WHAT IS REQUIRED: Show only those lines of the entries where the string "ALDRIDGE" is found.

INFORMATION GIVEN:
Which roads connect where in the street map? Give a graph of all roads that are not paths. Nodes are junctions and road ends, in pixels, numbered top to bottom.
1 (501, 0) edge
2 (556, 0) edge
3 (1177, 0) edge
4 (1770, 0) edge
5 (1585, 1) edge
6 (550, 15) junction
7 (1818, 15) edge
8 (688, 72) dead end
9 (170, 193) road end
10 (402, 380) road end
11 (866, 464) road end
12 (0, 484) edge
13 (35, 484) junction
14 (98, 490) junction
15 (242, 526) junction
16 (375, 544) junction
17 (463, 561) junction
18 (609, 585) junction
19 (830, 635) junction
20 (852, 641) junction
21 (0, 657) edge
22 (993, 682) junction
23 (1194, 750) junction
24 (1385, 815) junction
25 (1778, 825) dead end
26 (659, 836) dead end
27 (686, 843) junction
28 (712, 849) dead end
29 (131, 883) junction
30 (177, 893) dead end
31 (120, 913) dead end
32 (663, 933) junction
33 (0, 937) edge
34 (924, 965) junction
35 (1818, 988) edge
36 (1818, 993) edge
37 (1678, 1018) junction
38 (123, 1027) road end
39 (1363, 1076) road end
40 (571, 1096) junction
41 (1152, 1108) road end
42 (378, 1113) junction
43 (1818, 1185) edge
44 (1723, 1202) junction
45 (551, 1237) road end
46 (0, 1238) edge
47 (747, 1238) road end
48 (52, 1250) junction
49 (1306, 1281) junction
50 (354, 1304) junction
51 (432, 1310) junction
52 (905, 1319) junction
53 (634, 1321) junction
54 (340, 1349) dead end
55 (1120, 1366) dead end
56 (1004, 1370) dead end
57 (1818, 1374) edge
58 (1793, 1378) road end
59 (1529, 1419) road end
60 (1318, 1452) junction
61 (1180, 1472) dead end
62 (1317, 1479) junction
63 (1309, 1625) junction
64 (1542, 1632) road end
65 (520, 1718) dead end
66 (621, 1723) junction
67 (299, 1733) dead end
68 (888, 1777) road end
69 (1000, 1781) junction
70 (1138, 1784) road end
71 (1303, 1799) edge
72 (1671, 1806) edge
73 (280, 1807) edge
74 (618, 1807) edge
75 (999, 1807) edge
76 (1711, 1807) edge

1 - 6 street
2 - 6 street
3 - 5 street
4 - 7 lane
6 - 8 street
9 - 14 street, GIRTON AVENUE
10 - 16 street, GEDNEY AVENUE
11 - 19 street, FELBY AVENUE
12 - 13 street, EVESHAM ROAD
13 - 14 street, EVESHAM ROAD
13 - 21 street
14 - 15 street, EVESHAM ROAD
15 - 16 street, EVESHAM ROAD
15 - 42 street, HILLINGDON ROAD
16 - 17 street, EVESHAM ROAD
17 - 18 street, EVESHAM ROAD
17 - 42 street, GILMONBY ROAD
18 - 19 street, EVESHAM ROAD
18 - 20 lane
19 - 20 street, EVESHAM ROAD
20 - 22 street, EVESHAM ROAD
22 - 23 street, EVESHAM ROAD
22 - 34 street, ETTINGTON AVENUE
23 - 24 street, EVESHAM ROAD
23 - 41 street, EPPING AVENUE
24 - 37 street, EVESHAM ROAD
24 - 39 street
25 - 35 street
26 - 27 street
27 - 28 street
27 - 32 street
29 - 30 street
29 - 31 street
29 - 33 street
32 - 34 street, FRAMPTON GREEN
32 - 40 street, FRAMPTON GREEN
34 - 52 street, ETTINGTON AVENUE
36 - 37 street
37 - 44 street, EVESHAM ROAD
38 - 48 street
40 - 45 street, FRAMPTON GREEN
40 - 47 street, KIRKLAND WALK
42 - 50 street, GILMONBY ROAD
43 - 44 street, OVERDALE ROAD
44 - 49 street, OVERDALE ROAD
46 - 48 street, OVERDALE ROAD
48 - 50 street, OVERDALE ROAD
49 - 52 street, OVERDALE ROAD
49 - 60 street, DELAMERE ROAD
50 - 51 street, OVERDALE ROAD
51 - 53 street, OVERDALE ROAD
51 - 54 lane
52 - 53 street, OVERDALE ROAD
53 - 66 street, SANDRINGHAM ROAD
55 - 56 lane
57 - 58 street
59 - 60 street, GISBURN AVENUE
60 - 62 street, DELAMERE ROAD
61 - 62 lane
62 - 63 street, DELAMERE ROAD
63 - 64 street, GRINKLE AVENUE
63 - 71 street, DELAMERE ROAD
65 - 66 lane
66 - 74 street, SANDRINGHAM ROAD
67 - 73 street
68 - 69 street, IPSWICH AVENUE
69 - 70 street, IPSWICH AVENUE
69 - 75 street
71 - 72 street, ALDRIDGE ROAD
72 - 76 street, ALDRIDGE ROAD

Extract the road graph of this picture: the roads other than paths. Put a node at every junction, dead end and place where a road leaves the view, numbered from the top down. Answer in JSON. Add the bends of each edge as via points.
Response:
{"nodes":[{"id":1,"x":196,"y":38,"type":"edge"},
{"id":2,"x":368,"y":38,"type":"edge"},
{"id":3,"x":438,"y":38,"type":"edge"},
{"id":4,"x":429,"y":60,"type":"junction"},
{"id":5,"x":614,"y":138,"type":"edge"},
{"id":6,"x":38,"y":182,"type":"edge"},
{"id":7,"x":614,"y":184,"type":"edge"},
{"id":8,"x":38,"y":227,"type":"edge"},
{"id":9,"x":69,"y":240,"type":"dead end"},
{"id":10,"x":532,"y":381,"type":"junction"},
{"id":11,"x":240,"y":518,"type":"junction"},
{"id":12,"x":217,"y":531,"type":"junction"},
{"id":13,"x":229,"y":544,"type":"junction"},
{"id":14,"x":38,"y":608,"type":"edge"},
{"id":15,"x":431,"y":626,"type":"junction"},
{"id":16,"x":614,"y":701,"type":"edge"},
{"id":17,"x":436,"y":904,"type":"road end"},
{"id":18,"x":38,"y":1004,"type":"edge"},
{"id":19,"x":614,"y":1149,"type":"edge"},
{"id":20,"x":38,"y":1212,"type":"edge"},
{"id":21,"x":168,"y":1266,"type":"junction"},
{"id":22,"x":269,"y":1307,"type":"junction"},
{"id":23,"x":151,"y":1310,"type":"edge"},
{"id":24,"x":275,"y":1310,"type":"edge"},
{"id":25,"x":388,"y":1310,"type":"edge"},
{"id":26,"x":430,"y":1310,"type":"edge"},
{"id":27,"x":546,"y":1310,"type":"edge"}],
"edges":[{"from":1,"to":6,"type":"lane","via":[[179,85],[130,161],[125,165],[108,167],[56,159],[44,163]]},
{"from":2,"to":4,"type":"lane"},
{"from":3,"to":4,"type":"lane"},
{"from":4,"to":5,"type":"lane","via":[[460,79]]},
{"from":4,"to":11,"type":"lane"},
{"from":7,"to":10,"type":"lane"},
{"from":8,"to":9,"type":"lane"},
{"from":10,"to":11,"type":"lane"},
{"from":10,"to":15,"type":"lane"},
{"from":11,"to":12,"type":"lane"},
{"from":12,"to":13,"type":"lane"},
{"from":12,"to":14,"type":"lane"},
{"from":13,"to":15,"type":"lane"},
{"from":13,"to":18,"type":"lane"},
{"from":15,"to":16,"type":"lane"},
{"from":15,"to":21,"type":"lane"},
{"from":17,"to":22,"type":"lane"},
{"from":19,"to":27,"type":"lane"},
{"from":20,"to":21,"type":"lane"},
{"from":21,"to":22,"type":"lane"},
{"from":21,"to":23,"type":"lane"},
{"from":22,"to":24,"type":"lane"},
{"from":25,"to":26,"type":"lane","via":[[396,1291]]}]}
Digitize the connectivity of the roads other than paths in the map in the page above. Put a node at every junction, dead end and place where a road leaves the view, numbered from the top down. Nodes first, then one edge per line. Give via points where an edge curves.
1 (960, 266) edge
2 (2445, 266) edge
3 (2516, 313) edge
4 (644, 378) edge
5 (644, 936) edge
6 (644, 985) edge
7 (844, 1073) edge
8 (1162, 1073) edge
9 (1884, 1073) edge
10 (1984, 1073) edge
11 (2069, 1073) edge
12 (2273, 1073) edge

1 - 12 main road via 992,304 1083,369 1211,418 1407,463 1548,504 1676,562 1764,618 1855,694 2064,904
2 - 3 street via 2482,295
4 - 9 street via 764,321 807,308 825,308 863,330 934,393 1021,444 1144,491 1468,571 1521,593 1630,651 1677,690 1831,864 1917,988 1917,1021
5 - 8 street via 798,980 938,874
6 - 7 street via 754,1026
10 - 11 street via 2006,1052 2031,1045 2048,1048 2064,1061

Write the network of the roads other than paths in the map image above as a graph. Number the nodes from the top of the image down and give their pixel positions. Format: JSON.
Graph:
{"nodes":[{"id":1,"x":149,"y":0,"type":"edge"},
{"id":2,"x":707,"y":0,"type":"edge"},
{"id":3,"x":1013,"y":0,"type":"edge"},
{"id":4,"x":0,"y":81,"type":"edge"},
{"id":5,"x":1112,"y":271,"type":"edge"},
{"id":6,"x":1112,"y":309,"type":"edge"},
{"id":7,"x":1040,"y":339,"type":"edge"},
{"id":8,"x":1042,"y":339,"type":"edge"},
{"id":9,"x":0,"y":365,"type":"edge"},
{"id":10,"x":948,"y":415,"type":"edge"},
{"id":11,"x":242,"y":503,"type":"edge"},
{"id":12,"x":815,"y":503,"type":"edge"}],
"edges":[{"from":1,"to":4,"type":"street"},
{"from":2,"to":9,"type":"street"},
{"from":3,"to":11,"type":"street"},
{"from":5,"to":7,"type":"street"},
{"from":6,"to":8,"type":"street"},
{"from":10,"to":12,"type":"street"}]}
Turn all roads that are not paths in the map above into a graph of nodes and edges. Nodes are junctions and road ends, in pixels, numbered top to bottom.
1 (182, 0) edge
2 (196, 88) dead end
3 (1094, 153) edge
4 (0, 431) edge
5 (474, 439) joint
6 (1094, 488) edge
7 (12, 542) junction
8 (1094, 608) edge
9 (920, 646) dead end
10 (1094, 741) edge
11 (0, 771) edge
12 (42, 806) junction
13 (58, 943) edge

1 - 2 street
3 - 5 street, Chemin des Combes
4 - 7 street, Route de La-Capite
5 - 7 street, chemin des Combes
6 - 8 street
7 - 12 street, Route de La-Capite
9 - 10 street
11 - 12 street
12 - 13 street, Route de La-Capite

OUTPUT OF THE EXERCISE:
71 - 72 street, ALDRIDGE ROAD
72 - 76 street, ALDRIDGE ROAD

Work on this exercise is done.